# Gradient Boost 

- Gradient boost is very similar to AdaBoost algorithm

AdaBoost:
- AdaBoost builds an initial stump and tries to predict the outcome. Based on the error made by the first stump subsequent stumps are created always focusing on building smaller learners.
- After building multiple such stumps each having a weight, we can predict the outcome by performing a weighted average of predictions made by each stump.

Gradient Boost:
- In Gradient Boost, we start with a single leaf node as a predictor which represents the weigths of all the samples.
- In general, the first value is always going to be an average in case of regression
- after this step, the tree is built (larger than a stump but restricted) considering the errors made by the previous trees
- The errors are computed using (observed - predicted) = psuedo residual
- These pusedo residuals get computed for every entry
- After computing the pseudo residuas, we build a tree using all our parameters which predicts the psuedo residual values
- now to predict an output, we first predict it using the first tree and then using the second and add the two values
        Eg: If first tree predicts 78, and second tree predicts 12.2, our final prediction would be 80.2

#### NOTE: directly adding the two values might not be a very effective solution as we might end up with a tree which over fits our data
- to solve such issues we introduce a learning_rate
        Eg: old tree prediction + learning_rate* residual tree prediction

- As we get the new predicteed values we can again compute a new round of residuals and those can be used to build further trees
#### NOTE: If multiple samples end up in the same leaf of the residual tree we can average out the values and put a single value in the leaf

- At the end of building the second residual tree we scale the prediction from both trees by the learning rate and add the results to the predictions of the original tree

This process continues until:
1. we reach the maximum number of trees (or)
2. new trees dont improve the residuals by much

### Gradient Boost: Classification

- Gradient Boost for classification works in almost the same way as the Regression algorithm but there are a few subtle differences
- In Regression case, we used to find the average of the results to get the data for our first leaf. In Classification we tend to calculate log(odds) (i.e. if 4 outputs are yes and 2 are no then log(odds) = log(4/2) = 0.7)
- as we have a number for our leaf node, to determine the classification output we use logistic function.
        probability of yes class = e^log_odds/(1+ e^log_odds)
- Based on the probability value we can determine the output class by setting a threshold for classes (Eg: > 50% == yes)

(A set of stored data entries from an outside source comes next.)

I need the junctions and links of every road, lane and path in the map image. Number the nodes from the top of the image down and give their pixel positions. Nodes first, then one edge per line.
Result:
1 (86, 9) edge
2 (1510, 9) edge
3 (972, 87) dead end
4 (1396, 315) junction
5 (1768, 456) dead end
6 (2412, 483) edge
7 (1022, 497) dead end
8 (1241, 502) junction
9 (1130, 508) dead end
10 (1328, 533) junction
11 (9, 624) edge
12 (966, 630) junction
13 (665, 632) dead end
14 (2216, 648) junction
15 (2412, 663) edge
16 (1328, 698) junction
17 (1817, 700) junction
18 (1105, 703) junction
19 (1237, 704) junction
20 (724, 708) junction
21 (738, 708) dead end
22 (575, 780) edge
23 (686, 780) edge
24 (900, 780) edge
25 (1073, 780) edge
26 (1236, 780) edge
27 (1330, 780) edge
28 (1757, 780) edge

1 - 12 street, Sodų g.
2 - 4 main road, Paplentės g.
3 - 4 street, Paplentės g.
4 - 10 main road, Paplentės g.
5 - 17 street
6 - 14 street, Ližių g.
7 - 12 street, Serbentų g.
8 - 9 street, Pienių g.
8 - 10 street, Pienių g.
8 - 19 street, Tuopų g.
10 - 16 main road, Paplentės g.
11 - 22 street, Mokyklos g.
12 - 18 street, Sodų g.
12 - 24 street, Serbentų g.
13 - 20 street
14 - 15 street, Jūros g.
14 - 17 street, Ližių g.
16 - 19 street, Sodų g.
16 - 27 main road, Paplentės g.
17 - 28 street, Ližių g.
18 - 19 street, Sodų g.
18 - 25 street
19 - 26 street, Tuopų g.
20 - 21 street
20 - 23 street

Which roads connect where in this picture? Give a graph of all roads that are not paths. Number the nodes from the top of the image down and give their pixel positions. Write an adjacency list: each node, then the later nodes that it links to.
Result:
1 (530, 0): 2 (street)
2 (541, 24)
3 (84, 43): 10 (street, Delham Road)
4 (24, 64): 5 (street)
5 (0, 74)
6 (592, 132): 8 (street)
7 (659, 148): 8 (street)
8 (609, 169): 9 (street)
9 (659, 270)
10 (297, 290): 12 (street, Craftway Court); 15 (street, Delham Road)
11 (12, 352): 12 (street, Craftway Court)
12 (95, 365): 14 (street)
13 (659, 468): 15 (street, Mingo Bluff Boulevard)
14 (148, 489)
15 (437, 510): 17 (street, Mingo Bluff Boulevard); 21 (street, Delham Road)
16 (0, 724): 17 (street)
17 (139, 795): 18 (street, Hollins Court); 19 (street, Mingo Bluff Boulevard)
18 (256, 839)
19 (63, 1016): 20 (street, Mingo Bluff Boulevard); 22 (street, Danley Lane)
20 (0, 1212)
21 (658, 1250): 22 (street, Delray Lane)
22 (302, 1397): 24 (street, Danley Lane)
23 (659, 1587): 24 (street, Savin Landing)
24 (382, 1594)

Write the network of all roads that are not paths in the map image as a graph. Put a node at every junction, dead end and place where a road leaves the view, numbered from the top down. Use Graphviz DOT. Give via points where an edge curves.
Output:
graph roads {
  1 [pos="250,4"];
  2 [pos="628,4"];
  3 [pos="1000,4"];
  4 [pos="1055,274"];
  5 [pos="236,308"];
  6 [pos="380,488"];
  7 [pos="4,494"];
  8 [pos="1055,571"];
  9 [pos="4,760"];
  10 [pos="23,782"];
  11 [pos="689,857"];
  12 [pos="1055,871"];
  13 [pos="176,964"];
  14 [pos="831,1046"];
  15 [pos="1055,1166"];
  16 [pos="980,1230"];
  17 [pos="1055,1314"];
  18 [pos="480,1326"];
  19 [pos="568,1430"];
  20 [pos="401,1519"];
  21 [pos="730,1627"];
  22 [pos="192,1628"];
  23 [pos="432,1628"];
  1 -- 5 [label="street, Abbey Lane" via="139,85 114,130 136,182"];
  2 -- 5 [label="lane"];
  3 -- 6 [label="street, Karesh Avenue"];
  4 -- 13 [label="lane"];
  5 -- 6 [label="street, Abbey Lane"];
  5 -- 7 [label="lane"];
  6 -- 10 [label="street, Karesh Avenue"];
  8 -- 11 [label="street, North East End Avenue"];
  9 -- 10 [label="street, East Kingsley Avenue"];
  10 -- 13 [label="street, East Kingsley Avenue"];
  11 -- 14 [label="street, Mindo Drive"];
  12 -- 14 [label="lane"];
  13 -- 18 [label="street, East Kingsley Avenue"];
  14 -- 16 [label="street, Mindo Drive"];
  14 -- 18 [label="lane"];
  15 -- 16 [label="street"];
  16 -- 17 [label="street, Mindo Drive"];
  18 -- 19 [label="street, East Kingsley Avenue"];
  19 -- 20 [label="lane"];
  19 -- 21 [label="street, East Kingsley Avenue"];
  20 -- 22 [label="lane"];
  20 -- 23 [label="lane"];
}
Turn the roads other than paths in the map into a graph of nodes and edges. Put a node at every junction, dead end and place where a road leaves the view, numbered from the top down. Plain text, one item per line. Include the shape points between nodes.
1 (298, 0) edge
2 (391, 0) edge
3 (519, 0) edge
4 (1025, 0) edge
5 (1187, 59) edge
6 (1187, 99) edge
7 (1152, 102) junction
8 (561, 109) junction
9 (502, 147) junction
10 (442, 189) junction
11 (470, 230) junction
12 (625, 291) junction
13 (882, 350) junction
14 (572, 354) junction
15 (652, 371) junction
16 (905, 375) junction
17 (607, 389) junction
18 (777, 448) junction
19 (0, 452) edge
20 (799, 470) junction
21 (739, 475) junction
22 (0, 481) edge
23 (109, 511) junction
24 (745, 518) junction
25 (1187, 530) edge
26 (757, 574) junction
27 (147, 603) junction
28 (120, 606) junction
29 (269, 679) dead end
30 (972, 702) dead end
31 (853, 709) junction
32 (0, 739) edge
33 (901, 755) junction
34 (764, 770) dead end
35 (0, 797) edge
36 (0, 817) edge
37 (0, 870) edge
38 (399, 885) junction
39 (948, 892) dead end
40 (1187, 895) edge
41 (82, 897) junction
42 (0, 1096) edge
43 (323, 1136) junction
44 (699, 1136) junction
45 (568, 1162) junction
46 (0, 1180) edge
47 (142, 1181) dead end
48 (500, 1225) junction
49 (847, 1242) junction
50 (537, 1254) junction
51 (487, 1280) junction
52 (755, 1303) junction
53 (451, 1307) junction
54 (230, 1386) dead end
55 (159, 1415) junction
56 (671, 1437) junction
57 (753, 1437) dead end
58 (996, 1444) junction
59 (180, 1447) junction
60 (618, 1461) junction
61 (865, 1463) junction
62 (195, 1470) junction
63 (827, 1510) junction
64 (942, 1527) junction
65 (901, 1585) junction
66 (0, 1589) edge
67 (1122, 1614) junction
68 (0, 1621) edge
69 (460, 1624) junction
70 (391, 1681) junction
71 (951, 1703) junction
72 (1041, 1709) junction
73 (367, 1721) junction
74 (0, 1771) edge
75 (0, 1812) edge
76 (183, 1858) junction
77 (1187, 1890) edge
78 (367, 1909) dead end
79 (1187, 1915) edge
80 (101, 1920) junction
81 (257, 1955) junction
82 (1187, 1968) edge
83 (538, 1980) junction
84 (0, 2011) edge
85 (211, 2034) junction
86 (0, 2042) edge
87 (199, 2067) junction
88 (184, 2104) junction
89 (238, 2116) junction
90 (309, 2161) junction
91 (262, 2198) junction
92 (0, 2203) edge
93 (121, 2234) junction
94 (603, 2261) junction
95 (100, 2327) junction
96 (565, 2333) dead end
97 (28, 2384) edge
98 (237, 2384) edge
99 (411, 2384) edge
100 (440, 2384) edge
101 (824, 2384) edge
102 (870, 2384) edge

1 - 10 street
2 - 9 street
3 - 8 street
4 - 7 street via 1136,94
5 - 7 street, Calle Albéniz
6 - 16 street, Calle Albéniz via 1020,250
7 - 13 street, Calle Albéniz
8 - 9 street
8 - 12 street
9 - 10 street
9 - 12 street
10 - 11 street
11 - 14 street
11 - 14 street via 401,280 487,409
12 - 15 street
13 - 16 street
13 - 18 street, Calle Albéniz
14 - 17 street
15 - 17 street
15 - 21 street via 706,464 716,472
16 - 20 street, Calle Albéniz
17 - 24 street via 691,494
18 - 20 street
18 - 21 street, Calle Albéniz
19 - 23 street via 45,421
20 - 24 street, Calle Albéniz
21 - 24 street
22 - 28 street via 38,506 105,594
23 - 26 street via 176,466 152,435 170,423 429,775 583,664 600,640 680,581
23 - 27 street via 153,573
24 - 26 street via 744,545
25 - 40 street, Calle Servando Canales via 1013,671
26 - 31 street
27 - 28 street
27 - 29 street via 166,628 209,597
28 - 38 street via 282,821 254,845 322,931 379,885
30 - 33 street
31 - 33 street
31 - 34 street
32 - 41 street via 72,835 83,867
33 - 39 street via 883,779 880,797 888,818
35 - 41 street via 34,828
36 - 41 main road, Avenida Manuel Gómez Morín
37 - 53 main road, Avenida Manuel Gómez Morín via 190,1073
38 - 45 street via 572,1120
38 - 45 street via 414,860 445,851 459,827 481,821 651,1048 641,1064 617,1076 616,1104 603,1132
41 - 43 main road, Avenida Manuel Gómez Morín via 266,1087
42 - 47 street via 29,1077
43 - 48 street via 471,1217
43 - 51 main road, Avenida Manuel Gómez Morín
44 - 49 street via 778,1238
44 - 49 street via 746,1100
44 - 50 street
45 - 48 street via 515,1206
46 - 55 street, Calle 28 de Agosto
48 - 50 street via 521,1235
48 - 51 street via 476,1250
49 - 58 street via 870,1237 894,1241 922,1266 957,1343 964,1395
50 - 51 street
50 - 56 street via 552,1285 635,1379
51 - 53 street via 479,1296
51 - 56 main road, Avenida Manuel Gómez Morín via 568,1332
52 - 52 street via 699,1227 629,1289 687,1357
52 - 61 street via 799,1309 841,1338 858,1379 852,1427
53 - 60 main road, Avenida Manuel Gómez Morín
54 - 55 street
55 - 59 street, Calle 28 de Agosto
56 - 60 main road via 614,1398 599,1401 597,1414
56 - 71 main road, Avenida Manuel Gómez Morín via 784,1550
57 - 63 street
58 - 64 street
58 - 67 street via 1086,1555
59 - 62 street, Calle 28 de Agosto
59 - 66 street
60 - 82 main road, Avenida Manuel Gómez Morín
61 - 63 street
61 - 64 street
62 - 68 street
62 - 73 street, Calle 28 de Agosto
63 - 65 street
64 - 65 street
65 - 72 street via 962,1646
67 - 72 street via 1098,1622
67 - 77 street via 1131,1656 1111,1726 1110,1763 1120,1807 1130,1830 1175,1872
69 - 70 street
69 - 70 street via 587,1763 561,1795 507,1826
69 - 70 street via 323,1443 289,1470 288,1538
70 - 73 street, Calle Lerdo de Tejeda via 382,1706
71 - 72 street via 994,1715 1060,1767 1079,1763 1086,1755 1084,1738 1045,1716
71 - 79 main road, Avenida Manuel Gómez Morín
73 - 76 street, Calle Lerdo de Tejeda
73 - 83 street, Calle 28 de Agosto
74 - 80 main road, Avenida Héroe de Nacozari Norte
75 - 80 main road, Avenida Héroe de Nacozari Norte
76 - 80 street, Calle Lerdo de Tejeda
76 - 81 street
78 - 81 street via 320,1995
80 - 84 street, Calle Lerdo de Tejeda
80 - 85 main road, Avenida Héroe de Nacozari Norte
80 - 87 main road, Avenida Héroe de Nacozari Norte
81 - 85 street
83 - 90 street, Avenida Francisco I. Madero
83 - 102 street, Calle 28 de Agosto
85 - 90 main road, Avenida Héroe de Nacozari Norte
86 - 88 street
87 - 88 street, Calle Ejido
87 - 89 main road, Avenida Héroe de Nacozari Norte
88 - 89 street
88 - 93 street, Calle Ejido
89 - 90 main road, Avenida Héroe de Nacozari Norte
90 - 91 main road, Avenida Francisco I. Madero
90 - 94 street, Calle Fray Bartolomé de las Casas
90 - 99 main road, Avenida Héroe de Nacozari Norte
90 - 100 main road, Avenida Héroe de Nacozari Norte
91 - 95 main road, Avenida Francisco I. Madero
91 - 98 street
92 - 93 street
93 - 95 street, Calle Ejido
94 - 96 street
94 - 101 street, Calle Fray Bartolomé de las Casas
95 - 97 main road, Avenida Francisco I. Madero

- Using the tree generated by above method we can ddetermine the predicted result for all the samples.
- Using the predicted and original values we can determine psuedo residuals. Here if we assume there are 2 classes yes and no; there are 4 yes samples and 2 no samples; the predicted probability for all is 0.7; then the yes values can be given a value of 1; the no values can be given a value of 0; so 4*(1 - 0.7) + 2*(0.7 - 0) = 2.6

# Source:
- https://www.youtube.com/watch?v=3CC4N4z3GJc
- https://www.youtube.com/watch?v=2xudPOBz-vs
- https://www.youtube.com/watch?v=jxuNLH5dXCs
- https://www.youtube.com/watch?v=StWY5QWMXCw
- https://scikit-learn.org/stable/modules/ensemble.html#gradient-tree-boosting

# Example

### Gradient Boost Regressor

In [1]:
import numpy as np
from sklearn.metrics import mean_squared_error
from sklearn.datasets import make_friedman1
from sklearn.ensemble import GradientBoostingRegressor

In [2]:
X, y = make_friedman1(n_samples=1200, random_state=0, noise=1.0)
X_train, X_test = X[:200], X[200:]
y_train, y_test = y[:200], y[200:]

In [3]:
est = GradientBoostingRegressor(n_estimators=100, learning_rate=0.1,max_depth=1, random_state=0, loss='ls').fit(X_train, y_train)
mean_squared_error(y_test, est.predict(X_test))

5.009154859960321

### Gradient Boost Classifier

In [4]:
from sklearn.datasets import make_hastie_10_2
from sklearn.ensemble import GradientBoostingClassifier

In [5]:
X, y = make_hastie_10_2(random_state=0)
X_train, X_test = X[:2000], X[2000:]
y_train, y_test = y[:2000], y[2000:]

In [6]:
clf = GradientBoostingClassifier(n_estimators=100, learning_rate=1.0,max_depth=1, random_state=0).fit(X_train, y_train)
clf.score(X_test, y_test)

0.913